■ Task data
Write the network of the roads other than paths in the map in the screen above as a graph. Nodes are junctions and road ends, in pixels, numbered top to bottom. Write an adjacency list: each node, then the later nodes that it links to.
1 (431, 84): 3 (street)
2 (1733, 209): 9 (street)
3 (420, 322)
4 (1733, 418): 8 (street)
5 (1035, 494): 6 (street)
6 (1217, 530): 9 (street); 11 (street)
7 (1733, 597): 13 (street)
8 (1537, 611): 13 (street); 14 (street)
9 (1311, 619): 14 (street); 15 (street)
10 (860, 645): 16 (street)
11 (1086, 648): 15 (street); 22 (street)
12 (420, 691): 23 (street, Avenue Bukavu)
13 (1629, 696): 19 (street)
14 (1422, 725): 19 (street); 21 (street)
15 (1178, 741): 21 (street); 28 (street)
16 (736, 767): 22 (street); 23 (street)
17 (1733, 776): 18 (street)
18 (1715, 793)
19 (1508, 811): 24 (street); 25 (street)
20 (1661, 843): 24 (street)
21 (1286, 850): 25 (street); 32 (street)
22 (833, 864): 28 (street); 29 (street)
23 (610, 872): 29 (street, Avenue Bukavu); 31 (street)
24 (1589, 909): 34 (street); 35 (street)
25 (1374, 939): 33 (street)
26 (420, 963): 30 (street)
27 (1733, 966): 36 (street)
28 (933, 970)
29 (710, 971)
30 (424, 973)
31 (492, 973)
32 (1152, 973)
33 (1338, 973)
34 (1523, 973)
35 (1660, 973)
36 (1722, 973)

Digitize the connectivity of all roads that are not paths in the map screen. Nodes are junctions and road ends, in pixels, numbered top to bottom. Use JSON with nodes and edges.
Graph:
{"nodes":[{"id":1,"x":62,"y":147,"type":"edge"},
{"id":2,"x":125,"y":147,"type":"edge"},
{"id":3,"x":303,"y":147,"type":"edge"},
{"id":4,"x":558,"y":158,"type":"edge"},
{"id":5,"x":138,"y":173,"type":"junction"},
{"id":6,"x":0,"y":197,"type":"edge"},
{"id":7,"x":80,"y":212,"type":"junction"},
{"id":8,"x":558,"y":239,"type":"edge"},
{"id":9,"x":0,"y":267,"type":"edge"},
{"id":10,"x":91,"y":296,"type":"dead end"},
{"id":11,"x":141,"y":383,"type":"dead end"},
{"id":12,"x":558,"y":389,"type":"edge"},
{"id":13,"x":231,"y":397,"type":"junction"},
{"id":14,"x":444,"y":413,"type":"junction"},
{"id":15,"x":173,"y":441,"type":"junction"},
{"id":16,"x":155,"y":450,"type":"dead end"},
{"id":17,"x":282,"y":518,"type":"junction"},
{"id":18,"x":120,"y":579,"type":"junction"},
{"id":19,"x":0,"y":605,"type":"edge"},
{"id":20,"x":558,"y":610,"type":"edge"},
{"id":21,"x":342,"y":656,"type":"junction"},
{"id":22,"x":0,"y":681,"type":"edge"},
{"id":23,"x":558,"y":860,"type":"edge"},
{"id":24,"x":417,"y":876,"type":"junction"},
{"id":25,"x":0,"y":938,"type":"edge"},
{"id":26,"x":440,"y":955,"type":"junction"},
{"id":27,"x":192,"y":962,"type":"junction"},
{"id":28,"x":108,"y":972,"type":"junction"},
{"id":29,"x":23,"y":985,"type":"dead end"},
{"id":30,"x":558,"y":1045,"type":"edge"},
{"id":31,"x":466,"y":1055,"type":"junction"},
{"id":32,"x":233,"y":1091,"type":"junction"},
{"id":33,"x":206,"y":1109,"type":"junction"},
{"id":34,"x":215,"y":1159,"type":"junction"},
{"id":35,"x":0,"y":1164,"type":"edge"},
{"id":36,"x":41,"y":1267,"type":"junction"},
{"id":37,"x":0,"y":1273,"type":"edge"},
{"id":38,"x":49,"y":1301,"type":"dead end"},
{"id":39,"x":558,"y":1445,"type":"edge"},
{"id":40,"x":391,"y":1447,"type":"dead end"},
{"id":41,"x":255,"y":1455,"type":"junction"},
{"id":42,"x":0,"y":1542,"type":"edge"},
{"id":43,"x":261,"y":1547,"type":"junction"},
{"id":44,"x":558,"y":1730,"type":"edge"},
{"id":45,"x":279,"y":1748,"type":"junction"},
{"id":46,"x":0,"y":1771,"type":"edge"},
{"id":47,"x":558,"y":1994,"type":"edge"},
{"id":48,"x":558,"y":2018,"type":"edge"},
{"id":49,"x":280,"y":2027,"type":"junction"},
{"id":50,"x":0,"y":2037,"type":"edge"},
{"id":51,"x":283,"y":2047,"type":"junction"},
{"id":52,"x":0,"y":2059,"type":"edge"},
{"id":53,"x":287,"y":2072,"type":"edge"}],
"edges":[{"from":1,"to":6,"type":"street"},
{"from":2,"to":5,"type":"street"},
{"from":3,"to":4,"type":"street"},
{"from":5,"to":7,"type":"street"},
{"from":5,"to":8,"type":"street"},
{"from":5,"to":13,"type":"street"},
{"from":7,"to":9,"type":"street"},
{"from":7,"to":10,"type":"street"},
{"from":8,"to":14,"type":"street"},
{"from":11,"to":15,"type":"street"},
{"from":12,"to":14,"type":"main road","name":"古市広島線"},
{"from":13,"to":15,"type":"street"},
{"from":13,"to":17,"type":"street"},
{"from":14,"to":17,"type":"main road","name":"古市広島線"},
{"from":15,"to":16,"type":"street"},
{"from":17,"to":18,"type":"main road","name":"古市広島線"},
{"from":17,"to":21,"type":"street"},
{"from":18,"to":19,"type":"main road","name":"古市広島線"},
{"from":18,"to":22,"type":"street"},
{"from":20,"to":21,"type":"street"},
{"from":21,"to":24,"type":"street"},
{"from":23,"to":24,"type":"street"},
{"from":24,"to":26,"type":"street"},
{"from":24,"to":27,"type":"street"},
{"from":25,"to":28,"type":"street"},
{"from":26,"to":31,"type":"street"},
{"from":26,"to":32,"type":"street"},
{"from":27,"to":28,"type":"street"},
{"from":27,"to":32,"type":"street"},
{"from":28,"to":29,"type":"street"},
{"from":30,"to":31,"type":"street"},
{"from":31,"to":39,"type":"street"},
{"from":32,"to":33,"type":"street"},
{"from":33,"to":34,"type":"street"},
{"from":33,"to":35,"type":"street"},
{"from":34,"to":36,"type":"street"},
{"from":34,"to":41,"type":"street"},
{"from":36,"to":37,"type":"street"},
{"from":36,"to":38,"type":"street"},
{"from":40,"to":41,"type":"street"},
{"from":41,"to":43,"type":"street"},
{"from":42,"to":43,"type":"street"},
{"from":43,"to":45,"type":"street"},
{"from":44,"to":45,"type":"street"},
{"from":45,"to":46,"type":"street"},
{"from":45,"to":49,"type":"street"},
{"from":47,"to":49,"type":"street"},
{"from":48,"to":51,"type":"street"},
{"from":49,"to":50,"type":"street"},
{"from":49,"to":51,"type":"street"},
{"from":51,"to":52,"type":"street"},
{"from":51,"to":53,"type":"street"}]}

■ The task
Count the lines of the material that contain the word "numbered" and state the resulting number without further remark.

■ Exercise output
2